Harper Lee was United Methodist in word, deed
Lee’s death on Feb. 19, at 89, in her hometown of Monroeville, Alabama, brought expressions of sadness from fellow United Methodists.
There was also deep gratitude for her work, particularly “To Kill a Mockingbird,” a Depression-era tale of race relations in the Deep South, published in 1960.
“It’s not only a great piece of art, but it really is a grappling with America’s greatest problem,” said retired United Methodist Bishop Will Willimon, who led the North Alabama Conference.

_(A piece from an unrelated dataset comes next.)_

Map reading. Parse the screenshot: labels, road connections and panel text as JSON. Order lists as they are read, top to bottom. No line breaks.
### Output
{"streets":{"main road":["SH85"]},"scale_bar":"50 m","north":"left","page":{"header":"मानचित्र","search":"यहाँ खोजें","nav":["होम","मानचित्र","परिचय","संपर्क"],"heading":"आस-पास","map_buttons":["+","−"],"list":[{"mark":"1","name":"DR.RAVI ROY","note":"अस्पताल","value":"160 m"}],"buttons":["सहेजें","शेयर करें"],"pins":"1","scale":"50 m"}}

The Rev. Matt Rawle, a United Methodist pastor and author of the book "The Faith of a Mockingbird," posted this on his blog: "Harper Lee will be missed, but her story will continue to focus an incarnational light shining toward justice."

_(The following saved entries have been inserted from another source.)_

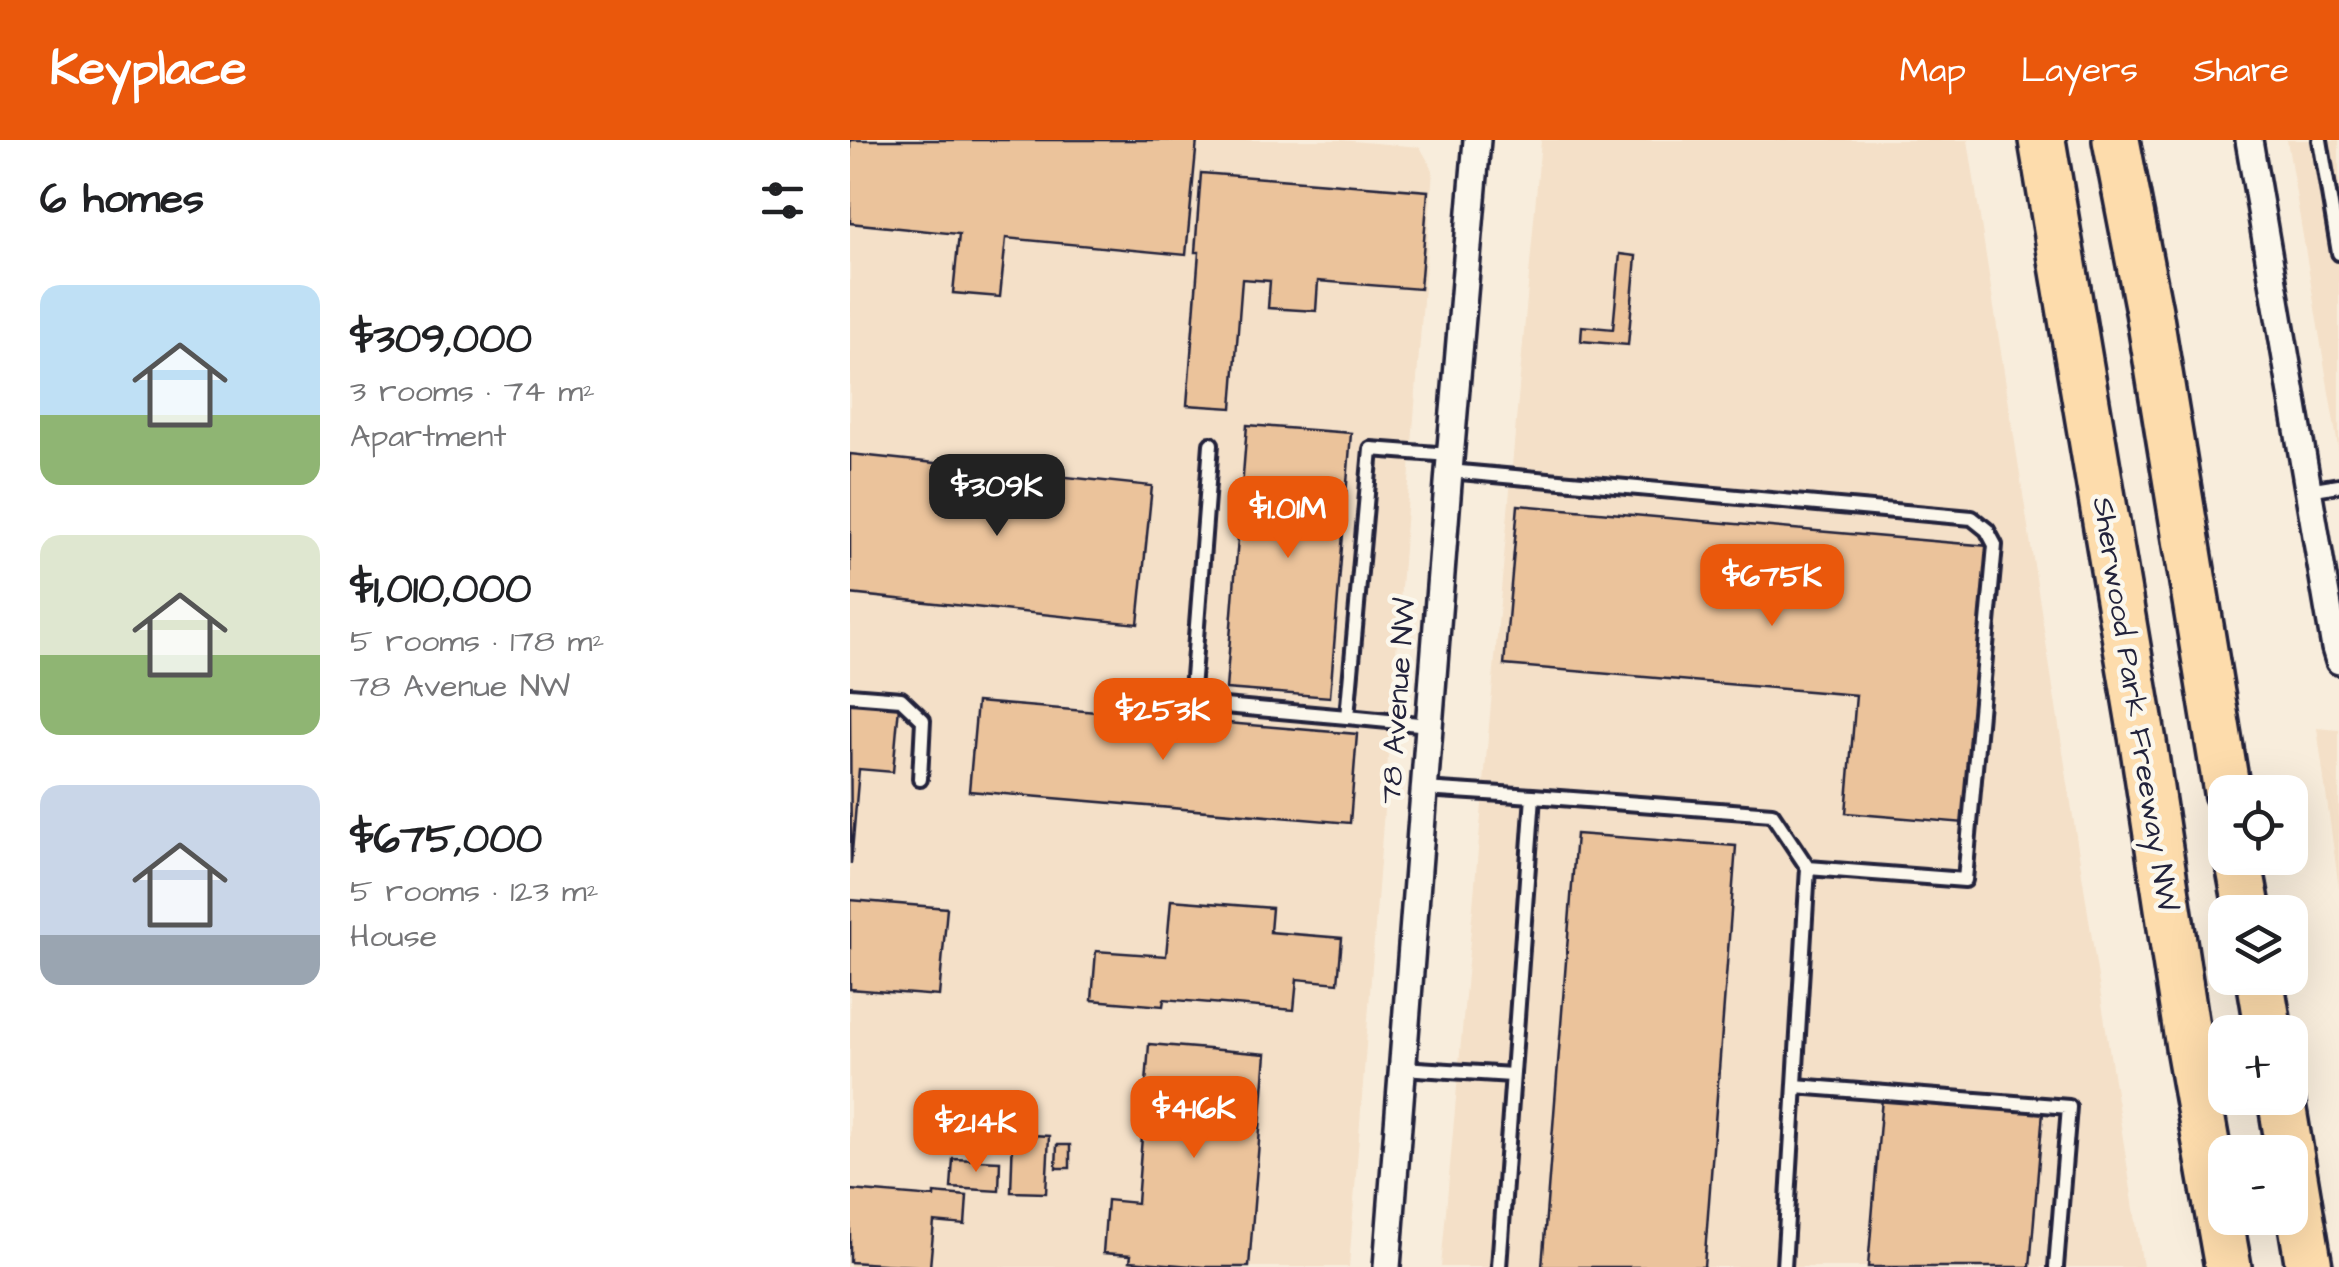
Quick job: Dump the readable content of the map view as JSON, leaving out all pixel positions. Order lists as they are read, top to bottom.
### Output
{
  "streets": {
    "highway": ["Sherwood Park Freeway NW"],
    "street": ["78 Avenue NW"]
  },
  "page": {
    "header": "Keyplace",
    "nav": ["Map", "Layers", "Share"],
    "heading": "6 homes",
    "list": [
      {
        "name": "$309,000",
        "note": "3 rooms · 74 m² · Apartment"
      },
      {
        "name": "$1,010,000",
        "note": "5 rooms · 178 m² · 78 Avenue NW"
      },
      {
        "name": "$675,000",
        "note": "5 rooms · 123 m² · House"
      }
    ],
    "price": [
      "$309K",
      "$1.01M",
      "$675K",
      "$253K",
      "$416K",
      "$214K"
    ],
    "map_buttons": ["+", "−"]
  }
}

Dawn Wiggins Hare, top executive of the United Methodist Commission on the Status and Role of Women, knew Lee as a fellow resident of Monroeville and fellow member of First United Methodist Church in that town.

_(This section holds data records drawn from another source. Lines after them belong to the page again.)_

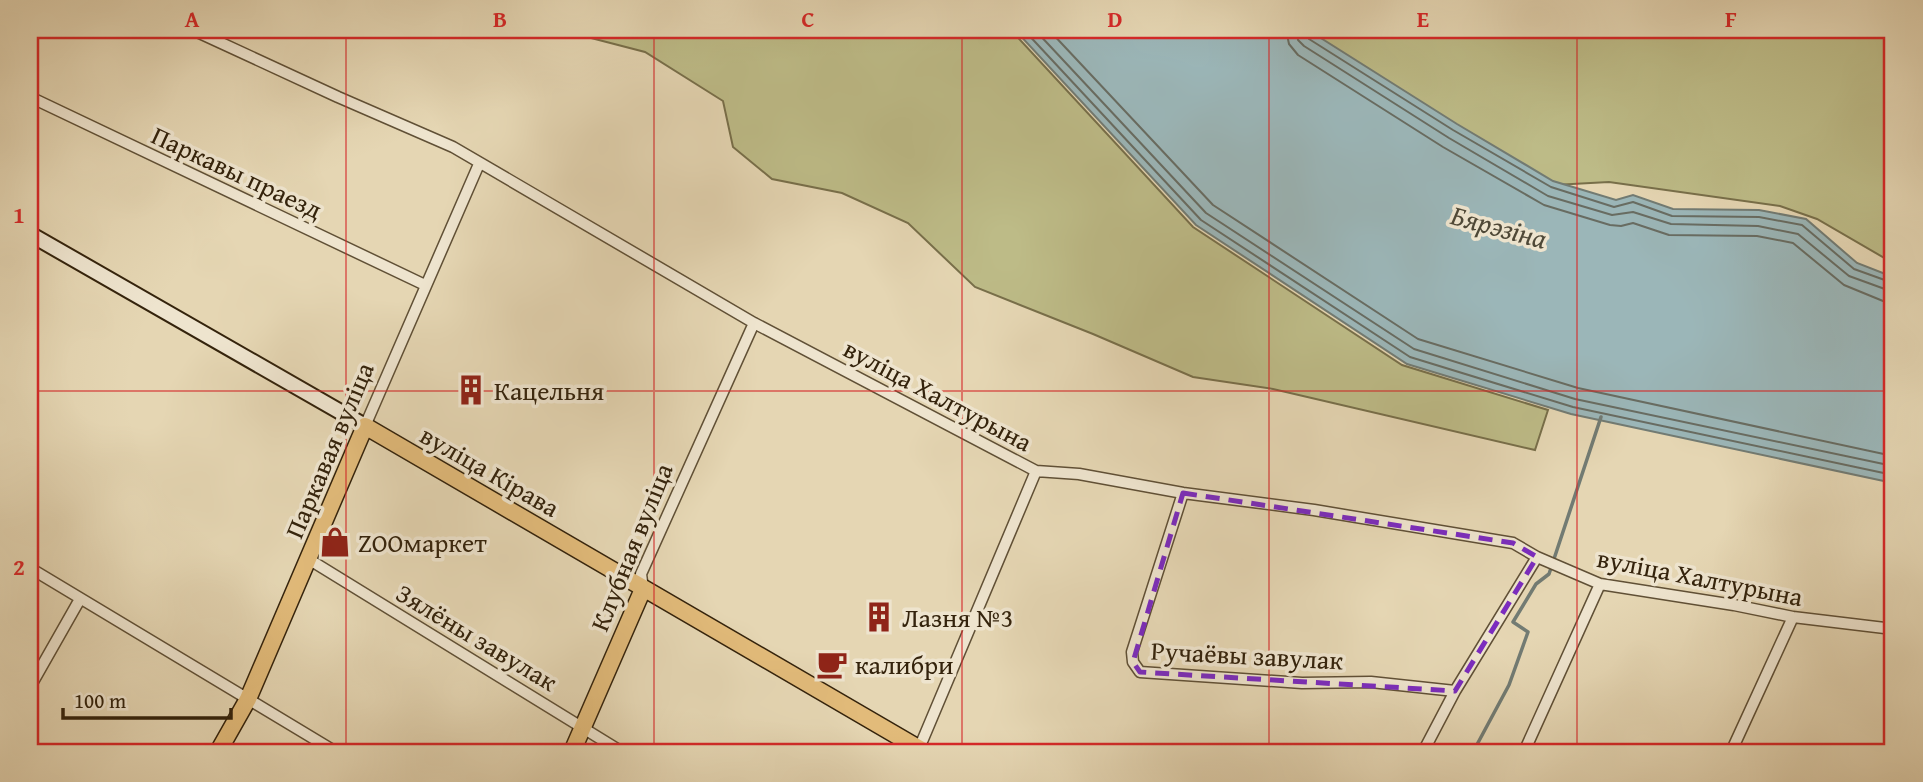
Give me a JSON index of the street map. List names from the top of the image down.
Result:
{
  "streets": {
    "main road": ["Паркавая вуліца", "вуліца Кірава", "Клубная вуліца"],
    "street": [
      "Паркавы праезд",
      "вуліца Халтурына",
      "Зялёны завулак",
      "Ручаёвы завулак"
    ]
  },
  "crossings": [
    ["Паркавы праезд", "Паркавая вуліца"],
    ["вуліца Халтурына", "Паркавая вуліца"],
    ["вуліца Халтурына", "Клубная вуліца"],
    ["вуліца Халтурына", "Ручаёвы завулак"],
    ["Паркавая вуліца", "вуліца Кірава"],
    ["Паркавая вуліца", "Зялёны завулак"],
    ["вуліца Кірава", "Клубная вуліца"],
    ["Клубная вуліца", "Зялёны завулак"]
  ],
  "water": ["Бярэзіна"],
  "places": {
    "building": ["Кацельня", "Лазня №3"],
    "shop": ["ZOOмаркет"],
    "cafe": ["калибри"]
  },
  "scale_bar": "100 m",
  "grid": {
    "columns": [
      "A",
      "B",
      "C",
      "D",
      "E",
      "F"
    ],
    "rows": ["1", "2"]
  }
}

“Imagine the strength of character, the undaunted courage, the ethical heart that a young 30-something woman from south Alabama would have to have to write a book about racial injustice before the Civil Rights Act had even passed,” said Hare, a former Alabama judge. “It took clarity of vision to see injustice in what was otherwise accepted as the norm.”
Deep Methodist roots
Born Nelle Harper Lee, the author grew up Methodist and was a longtime member of First United Methodist Church in Monroeville. Hare called the Lee family the “backbone” of the church and noted that the stained-glass windows in its chapel were given in honor of Lee’s parents.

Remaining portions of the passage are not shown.